Re: [Xen-devel] [PATCH v2 0/2] x86/xen: avoid 32-bit writes to PTEs in PV PAE guests

From: Jason Andryuk
Date: Mon Aug 27 2018 - 12:03:48 EST

On Tue, Aug 21, 2018 at 11:40 AM Juergen Gross <jgross@xxxxxxxx> wrote:
> While the hypervisor emulates plain writes to PTEs happily, this is
> much slower than issuing a hypercall for PTE modifcations.
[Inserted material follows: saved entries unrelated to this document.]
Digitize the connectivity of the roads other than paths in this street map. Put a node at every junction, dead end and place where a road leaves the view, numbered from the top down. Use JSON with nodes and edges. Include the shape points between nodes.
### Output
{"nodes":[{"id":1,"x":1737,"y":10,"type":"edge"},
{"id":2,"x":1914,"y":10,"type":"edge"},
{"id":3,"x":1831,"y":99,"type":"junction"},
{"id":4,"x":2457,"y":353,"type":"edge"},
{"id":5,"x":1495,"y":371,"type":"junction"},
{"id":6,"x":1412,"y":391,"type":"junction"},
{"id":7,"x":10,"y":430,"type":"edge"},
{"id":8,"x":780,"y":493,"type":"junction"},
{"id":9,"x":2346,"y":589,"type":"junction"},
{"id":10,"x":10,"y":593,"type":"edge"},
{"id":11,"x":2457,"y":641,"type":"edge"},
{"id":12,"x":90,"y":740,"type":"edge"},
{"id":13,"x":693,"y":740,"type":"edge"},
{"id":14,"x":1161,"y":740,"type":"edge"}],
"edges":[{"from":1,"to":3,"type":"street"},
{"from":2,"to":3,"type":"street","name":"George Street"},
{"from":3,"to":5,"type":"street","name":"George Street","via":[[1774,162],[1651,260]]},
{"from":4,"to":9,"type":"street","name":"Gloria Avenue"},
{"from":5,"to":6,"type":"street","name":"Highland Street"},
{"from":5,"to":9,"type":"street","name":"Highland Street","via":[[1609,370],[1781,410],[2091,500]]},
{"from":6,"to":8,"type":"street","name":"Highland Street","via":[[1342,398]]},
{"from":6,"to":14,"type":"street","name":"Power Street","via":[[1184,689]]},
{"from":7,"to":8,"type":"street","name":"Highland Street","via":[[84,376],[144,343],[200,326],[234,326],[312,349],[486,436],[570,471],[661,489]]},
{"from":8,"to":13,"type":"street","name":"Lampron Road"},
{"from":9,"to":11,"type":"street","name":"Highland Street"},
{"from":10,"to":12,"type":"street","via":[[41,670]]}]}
And writing
> a PTE via two 32-bit write instructions (especially when clearing the
> PTE) will result in an intermediate L1TF vulnerable PTE.
> Writes to PAE PTEs should always be done with 64-bit writes or via
> hypercalls.
> Juergen Gross (2):
> x86/xen: don't write ptes directly in 32-bit PV guests
> x86/pae: use 64 bit atomic xchg function in native_ptep_get_and_clear

I tested both patches on 4.14, changing patch 2 to atomic64_xchg since
arch_atomic64_xchg doesn't exist.

I haven't seen
trigger since incorporating these patch. Without the patches, I would
have seen it trigger by now. Also, I've confirmed Xen does not enable
page table shadowing. For what it's worth, the PTEs that would
trigger Xen shadowing (0x8000'0002'0000'0000) are the same as those
that triggered bug 198497. There was at least 1 non-Xen user affected
by 198497, but this at least seems to fix it for me.

Tested-by: Jason Andryuk <jandryuk@xxxxxxxxx>

Thank you.